Wir schauen uns zunächst den Fall an, dass genau ein Mönch infiziert ist. Alle Nichtinfizierten sehen am Tag der Abt-Rede den einen Mönch mit Punkt auf der Stirn. Sie wissen allerdings zunächst nicht, ob sie vielleicht selbst erkrankt sind - dann gäbe es zwei Infizierte. Der Erkrankte wiederum erblickt keinen anderen Mitbewohner mit Punkt auf der Stirn. Weil er zugleich weiß, dass mindestens ein Mönch krank ist, kann er schlussfolgern, dass er selbst der einzige Infizierte ist. Er verlässt das Kloster deshalb direkt nach dem Essen und ist am nächsten Tag nicht mehr beim Essen dabei.

Nächster Fall: Es gibt zwei Kranke. Alle Mönche bis auf die zwei Kranken sehen zwei Personen mit einem Punkt auf der Stirn. Sie wissen, dass es mindestens zwei, höchstens aber drei Kranke gibt (sofern sie selbst betroffen sind). Die beiden Erkrankten wiederum sehen nur einen anderen Mönch mit Stirnpunkt. Aus der Tatsache, dass der andere am Tag nach der Abt-Rede wieder zum Mittagessen erscheint, können beide Mönche schlussfolgern, dass sie selbst auch infiziert sind. Wäre der andere der einzige Infizierte, wüsste er das schon seit dem Tag der Rede des Abts und hätte das Kloster längst verlassen (siehe Fall eins). Beiden ist somit klar, dass es genau zwei Erkrankte gibt. Sie werden das Kloster deshalb gemeinsam verlassen. Am Tag zwei nach der Rede des Abts nehmen sie nicht mehr am Mittagessen teil.

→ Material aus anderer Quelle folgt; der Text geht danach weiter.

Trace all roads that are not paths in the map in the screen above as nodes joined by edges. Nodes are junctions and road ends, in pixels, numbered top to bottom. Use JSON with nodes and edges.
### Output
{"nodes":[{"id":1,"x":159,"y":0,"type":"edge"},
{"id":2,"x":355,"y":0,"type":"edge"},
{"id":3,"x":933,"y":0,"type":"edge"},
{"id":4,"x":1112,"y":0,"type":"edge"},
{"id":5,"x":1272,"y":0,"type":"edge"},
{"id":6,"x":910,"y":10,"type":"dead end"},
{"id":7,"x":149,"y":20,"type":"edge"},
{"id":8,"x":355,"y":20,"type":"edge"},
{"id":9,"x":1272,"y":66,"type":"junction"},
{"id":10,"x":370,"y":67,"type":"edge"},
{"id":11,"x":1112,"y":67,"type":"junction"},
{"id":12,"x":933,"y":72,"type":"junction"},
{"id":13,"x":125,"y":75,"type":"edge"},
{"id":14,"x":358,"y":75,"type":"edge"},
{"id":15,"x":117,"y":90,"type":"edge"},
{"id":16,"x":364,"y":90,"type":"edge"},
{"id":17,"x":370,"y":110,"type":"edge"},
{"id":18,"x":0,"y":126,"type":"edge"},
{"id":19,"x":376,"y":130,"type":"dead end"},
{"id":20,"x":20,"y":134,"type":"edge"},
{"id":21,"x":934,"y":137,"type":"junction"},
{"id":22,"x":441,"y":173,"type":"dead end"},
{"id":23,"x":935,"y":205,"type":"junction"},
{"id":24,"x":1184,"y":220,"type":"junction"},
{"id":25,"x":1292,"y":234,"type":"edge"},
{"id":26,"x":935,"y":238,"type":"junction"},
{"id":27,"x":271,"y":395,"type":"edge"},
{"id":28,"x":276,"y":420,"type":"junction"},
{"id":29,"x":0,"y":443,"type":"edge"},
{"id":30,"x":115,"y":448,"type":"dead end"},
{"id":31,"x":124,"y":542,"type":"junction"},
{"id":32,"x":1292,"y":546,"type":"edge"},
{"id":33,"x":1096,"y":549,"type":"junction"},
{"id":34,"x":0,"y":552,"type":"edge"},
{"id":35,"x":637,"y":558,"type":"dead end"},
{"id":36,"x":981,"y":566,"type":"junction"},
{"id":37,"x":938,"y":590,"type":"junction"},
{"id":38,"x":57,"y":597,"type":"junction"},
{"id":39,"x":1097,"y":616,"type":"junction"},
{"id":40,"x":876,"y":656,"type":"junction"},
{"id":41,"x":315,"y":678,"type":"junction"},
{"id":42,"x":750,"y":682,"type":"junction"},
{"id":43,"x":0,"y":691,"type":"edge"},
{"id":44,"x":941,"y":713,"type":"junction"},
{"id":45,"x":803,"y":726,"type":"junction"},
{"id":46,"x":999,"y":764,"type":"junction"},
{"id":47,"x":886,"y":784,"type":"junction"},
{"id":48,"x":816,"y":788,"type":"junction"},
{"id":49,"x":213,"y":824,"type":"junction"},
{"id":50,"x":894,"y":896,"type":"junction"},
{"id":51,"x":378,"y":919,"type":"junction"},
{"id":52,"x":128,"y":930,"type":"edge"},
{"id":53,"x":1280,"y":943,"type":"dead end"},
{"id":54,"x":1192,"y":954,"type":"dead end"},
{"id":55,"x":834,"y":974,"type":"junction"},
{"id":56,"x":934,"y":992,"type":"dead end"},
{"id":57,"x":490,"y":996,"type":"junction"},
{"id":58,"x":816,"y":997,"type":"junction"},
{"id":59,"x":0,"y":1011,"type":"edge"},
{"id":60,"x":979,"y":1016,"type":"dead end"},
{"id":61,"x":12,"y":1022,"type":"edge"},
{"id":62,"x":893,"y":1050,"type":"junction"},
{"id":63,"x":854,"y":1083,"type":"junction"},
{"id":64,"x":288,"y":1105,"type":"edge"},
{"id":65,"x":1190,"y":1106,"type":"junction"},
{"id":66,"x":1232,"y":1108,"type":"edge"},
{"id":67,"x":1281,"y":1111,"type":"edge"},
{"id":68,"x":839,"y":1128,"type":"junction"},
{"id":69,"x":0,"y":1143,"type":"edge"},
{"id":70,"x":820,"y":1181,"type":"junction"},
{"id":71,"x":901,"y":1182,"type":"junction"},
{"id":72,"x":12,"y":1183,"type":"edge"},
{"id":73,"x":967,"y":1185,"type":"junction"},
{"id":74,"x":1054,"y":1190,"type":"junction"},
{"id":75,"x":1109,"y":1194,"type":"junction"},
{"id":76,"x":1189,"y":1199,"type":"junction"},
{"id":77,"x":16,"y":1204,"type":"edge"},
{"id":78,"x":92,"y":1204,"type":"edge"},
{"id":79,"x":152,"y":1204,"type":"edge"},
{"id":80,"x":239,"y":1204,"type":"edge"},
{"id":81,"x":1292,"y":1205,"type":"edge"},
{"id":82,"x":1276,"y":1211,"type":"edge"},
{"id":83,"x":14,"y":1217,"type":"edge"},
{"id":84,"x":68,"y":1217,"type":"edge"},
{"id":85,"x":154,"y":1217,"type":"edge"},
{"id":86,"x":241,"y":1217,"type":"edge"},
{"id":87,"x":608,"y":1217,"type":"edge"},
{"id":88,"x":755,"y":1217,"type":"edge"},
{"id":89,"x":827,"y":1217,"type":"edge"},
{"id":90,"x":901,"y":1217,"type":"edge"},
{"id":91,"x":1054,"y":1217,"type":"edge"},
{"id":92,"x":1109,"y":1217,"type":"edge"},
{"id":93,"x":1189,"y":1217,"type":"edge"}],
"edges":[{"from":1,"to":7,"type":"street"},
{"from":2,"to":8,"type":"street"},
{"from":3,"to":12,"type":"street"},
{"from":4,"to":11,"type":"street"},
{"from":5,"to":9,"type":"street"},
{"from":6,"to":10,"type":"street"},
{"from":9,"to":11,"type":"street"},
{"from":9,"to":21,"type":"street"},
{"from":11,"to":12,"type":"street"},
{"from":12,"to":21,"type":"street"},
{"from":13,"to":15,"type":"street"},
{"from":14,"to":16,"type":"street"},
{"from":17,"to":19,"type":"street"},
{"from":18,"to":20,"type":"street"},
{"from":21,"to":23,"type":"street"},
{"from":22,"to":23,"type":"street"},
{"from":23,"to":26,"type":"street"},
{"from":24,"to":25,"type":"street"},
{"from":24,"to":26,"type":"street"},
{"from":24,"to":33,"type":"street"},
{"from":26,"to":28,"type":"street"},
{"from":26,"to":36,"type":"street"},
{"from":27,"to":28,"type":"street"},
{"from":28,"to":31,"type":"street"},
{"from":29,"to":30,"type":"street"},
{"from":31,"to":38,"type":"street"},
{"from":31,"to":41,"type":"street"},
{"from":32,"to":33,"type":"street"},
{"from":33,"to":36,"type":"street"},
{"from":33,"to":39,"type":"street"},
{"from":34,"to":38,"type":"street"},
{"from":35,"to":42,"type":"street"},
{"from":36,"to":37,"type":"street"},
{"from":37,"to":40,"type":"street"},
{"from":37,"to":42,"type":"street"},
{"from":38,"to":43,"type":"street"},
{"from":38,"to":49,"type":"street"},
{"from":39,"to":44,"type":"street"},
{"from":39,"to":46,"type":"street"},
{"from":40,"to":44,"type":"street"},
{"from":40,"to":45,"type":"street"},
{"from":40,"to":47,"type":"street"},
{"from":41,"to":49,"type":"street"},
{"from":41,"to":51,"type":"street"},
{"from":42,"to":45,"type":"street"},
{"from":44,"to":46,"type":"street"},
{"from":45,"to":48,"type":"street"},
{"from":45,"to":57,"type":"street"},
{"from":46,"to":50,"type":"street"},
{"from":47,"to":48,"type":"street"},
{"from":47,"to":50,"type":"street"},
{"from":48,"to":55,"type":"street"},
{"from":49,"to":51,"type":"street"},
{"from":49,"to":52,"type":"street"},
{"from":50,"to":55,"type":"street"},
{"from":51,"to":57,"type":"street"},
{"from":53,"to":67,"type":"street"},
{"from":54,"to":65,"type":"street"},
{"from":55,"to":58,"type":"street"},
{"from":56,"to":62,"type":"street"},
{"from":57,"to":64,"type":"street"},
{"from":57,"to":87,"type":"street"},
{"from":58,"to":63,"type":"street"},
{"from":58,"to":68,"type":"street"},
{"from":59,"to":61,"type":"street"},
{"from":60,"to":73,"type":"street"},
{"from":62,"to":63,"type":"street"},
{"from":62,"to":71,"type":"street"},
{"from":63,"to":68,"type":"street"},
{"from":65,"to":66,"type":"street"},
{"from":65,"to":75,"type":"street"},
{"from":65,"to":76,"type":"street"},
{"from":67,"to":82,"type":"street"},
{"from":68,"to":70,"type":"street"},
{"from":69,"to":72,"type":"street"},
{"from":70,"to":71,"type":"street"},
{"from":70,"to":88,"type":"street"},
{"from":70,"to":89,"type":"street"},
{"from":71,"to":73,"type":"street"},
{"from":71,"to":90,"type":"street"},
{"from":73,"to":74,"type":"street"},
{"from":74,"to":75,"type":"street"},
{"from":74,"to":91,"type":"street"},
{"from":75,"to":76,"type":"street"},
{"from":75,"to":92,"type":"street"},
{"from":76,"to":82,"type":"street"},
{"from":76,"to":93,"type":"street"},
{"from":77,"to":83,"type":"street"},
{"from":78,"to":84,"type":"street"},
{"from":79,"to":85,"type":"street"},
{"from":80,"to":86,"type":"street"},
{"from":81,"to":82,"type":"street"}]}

Weiter geht's mit dem Fall: Drei Mönche sind infiziert. Alle Anwesenden bis auf die drei Betroffenen sehen drei Männer mit einem blauen Punkt auf der Stirn. Sie können davon ausgehen, dass es insgesamt drei oder höchstens vier Infizierte gibt (in diesem Fall wären sie selbst erkrankt). Die drei Infizierten wiederum erblicken nur auf der Stirn von zwei Männern einen Punkt. Alle drei machen am Tag zwei nach der Abt-Rede folgende Überlegung: Wäre ich nicht krank, gäbe es nur zwei Infizierte, und diese würden das auch schon am ersten Tag nach der Abt-Rede wissen und wären zum Mittagessen am Tag zwei nicht mehr erschienen (siehe oben). Weil sie aber noch da sind, kann das nur eins bedeuten: Ich bin auch krank. Also gibt es drei betroffene Mönche - und diese drei sind dann am Tag drei nach der Rede nicht mehr beim Essen dabei.

Diese Überlegung gelten analog auch für die Fälle von vier, fünf, sechs, sieben und acht Infizierten. Und das bedeutet: Wenn am achten Tag ein Drittel der Mönche fehlt, gibt es acht Kranke und deshalb insgesamt 24 Mönche.